[Source data]
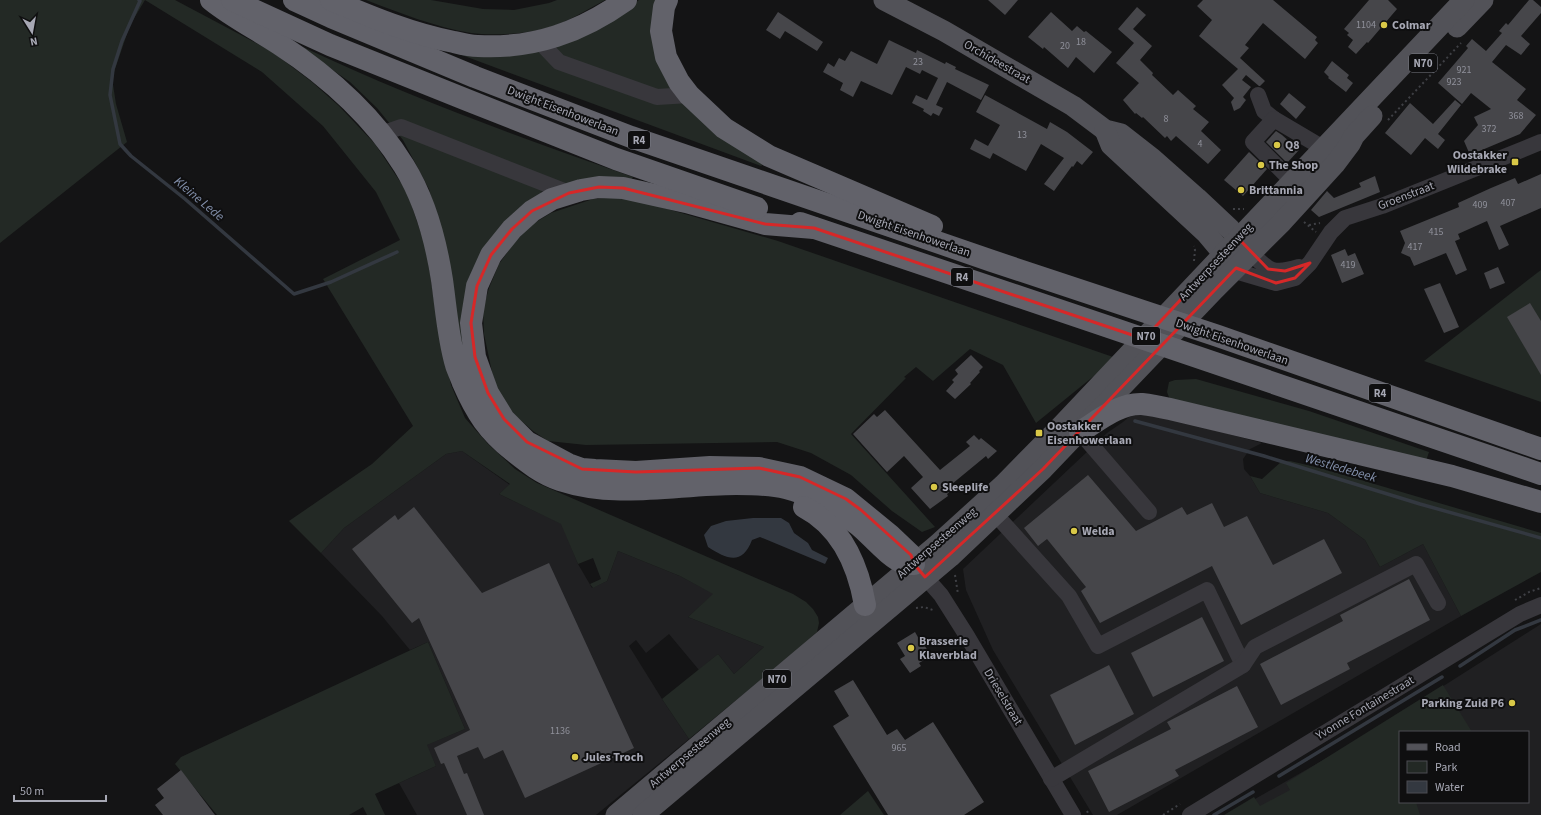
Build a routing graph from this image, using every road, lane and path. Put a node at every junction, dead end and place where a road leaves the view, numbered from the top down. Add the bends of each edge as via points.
1 (211, 0) edge
2 (232, 0) edge
3 (294, 0) edge
4 (331, 0) edge
5 (626, 0) edge
6 (667, 0) edge
7 (884, 0) edge
8 (1464, 0) edge
9 (1483, 0) edge
10 (1465, 38) dead end
11 (539, 41) junction
12 (689, 95) junction
13 (1258, 95) dead end
14 (1274, 119) junction
15 (1384, 124) dead end
16 (1105, 130) junction
17 (382, 134) junction
18 (1541, 142) edge
19 (1324, 148) junction
20 (1292, 181) junction
21 (569, 193) junction
22 (814, 228) junction
23 (1244, 245) junction
24 (1195, 250) dead end
25 (992, 261) junction
26 (1194, 261) dead end
27 (1229, 261) junction
28 (1310, 263) junction
29 (1080, 432) junction
30 (1541, 449) edge
31 (1541, 474) edge
32 (756, 484) junction
33 (1541, 502) edge
34 (1149, 512) dead end
35 (996, 515) junction
36 (920, 571) junction
37 (956, 572) dead end
38 (958, 595) dead end
39 (1438, 603) dead end
40 (865, 605) junction
41 (1541, 605) edge
42 (913, 609) dead end
43 (936, 611) dead end
44 (1243, 665) junction
45 (697, 758) junction
46 (1051, 778) junction
47 (616, 815) edge
48 (643, 815) edge
49 (1073, 815) edge
50 (1190, 815) edge

1 - 17 highway via 312,67 343,93
2 - 22 highway, Dwight Eisenhowerlaan / R4 via 330,45 616,159
3 - 25 highway, Dwight Eisenhowerlaan / R4 via 475,77 632,137
4 - 11 highway via 434,39 477,46 508,46
5 - 11 highway via 571,32
6 - 12 highway via 661,31 666,57
7 - 16 main road, Orchideestraat via 944,31 1072,106
8 - 19 main road, Antwerpsesteenweg / N70
9 - 23 main road, Antwerpsesteenweg / N70 via 1354,136 1335,164 1282,222
10 - 15 path
11 - 12 street via 559,62 657,97
12 - 25 highway via 724,128 769,156 946,233
13 - 14 street via 1264,111
14 - 19 street
14 - 20 street via 1253,142
16 - 23 main road, Orchideestraat via 1121,134 1153,159 1230,229
16 - 27 main road, Orchideestraat via 1111,145 1202,230
17 - 21 street via 401,126
17 - 32 highway via 419,193 442,278 456,365 481,420 499,440 541,472 601,490
18 - 28 street, Groenstraat via 1382,206 1345,218 1331,232
19 - 20 main road, Antwerpsesteenweg / N70
20 - 23 main road, Antwerpsesteenweg / N70
21 - 22 highway via 598,187 623,188 765,224
21 - 36 highway via 552,199 532,211 512,229 491,255 477,286 471,323 475,357 488,393 504,419 527,442 582,469 636,472 710,467 759,468 800,477 846,498 862,510 911,556
22 - 31 highway, Dwight Eisenhowerlaan / R4
23 - 27 main road, Antwerpsesteenweg / N70
23 - 28 street via 1268,269 1285,271
24 - 26 path
25 - 30 highway, Dwight Eisenhowerlaan / R4 via 1218,336
27 - 28 street, Groenstraat via 1242,273 1276,283 1295,278
27 - 29 main road, Antwerpsesteenweg / N70
27 - 36 main road, Antwerpsesteenweg / N70 via 1003,484 942,540
29 - 33 highway via 1115,411 1142,404 1445,474
29 - 34 street
29 - 35 main road, Antwerpsesteenweg / N70
32 - 36 highway via 785,488 814,498 857,524 903,563
32 - 40 highway via 816,514 832,528 849,553
35 - 36 main road, Antwerpsesteenweg / N70
35 - 44 street via 1069,596 1098,646 1206,590
36 - 40 main road, Antwerpsesteenweg / N70
36 - 45 main road, Antwerpsesteenweg / N70
36 - 46 street, Drieselstraat via 941,595
37 - 38 path
39 - 44 street via 1416,564 1255,647
40 - 45 main road, Antwerpsesteenweg / N70
41 - 50 street, Yvonne Fontainestraat via 1520,614
42 - 43 path via 924,607
44 - 46 street
45 - 47 main road, Antwerpsesteenweg / N70
45 - 48 main road, Antwerpsesteenweg / N70
46 - 49 street, Drieselstraat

[Exercise]
The records above should be reproduced exactly, with the pictures omitted.

[Response area]
Build a routing graph from this image, using every road, lane and path. Put a node at every junction, dead end and place where a road leaves the view, numbered from the top down. Add the bends of each edge as via points.
1 (211, 0) edge
2 (232, 0) edge
3 (294, 0) edge
4 (331, 0) edge
5 (626, 0) edge
6 (667, 0) edge
7 (884, 0) edge
8 (1464, 0) edge
9 (1483, 0) edge
10 (1465, 38) dead end
11 (539, 41) junction
12 (689, 95) junction
13 (1258, 95) dead end
14 (1274, 119) junction
15 (1384, 124) dead end
16 (1105, 130) junction
17 (382, 134) junction
18 (1541, 142) edge
19 (1324, 148) junction
20 (1292, 181) junction
21 (569, 193) junction
22 (814, 228) junction
23 (1244, 245) junction
24 (1195, 250) dead end
25 (992, 261) junction
26 (1194, 261) dead end
27 (1229, 261) junction
28 (1310, 263) junction
29 (1080, 432) junction
30 (1541, 449) edge
31 (1541, 474) edge
32 (756, 484) junction
33 (1541, 502) edge
34 (1149, 512) dead end
35 (996, 515) junction
36 (920, 571) junction
37 (956, 572) dead end
38 (958, 595) dead end
39 (1438, 603) dead end
40 (865, 605) junction
41 (1541, 605) edge
42 (913, 609) dead end
43 (936, 611) dead end
44 (1243, 665) junction
45 (697, 758) junction
46 (1051, 778) junction
47 (616, 815) edge
48 (643, 815) edge
49 (1073, 815) edge
50 (1190, 815) edge

1 - 17 highway via 312,67 343,93
2 - 22 highway, Dwight Eisenhowerlaan / R4 via 330,45 616,159
3 - 25 highway, Dwight Eisenhowerlaan / R4 via 475,77 632,137
4 - 11 highway via 434,39 477,46 508,46
5 - 11 highway via 571,32
6 - 12 highway via 661,31 666,57
7 - 16 main road, Orchideestraat via 944,31 1072,106
8 - 19 main road, Antwerpsesteenweg / N70
9 - 23 main road, Antwerpsesteenweg / N70 via 1354,136 1335,164 1282,222
10 - 15 path
11 - 12 street via 559,62 657,97
12 - 25 highway via 724,128 769,156 946,233
13 - 14 street via 1264,111
14 - 19 street
14 - 20 street via 1253,142
16 - 23 main road, Orchideestraat via 1121,134 1153,159 1230,229
16 - 27 main road, Orchideestraat via 1111,145 1202,230
17 - 21 street via 401,126
17 - 32 highway via 419,193 442,278 456,365 481,420 499,440 541,472 601,490
18 - 28 street, Groenstraat via 1382,206 1345,218 1331,232
19 - 20 main road, Antwerpsesteenweg / N70
20 - 23 main road, Antwerpsesteenweg / N70
21 - 22 highway via 598,187 623,188 765,224
21 - 36 highway via 552,199 532,211 512,229 491,255 477,286 471,323 475,357 488,393 504,419 527,442 582,469 636,472 710,467 759,468 800,477 846,498 862,510 911,556
22 - 31 highway, Dwight Eisenhowerlaan / R4
23 - 27 main road, Antwerpsesteenweg / N70
23 - 28 street via 1268,269 1285,271
24 - 26 path
25 - 30 highway, Dwight Eisenhowerlaan / R4 via 1218,336
27 - 28 street, Groenstraat via 1242,273 1276,283 1295,278
27 - 29 main road, Antwerpsesteenweg / N70
27 - 36 main road, Antwerpsesteenweg / N70 via 1003,484 942,540
29 - 33 highway via 1115,411 1142,404 1445,474
29 - 34 street
29 - 35 main road, Antwerpsesteenweg / N70
32 - 36 highway via 785,488 814,498 857,524 903,563
32 - 40 highway via 816,514 832,528 849,553
35 - 36 main road, Antwerpsesteenweg / N70
35 - 44 street via 1069,596 1098,646 1206,590
36 - 40 main road, Antwerpsesteenweg / N70
36 - 45 main road, Antwerpsesteenweg / N70
36 - 46 street, Drieselstraat via 941,595
37 - 38 path
39 - 44 street via 1416,564 1255,647
40 - 45 main road, Antwerpsesteenweg / N70
41 - 50 street, Yvonne Fontainestraat via 1520,614
42 - 43 path via 924,607
44 - 46 street
45 - 47 main road, Antwerpsesteenweg / N70
45 - 48 main road, Antwerpsesteenweg / N70
46 - 49 street, Drieselstraat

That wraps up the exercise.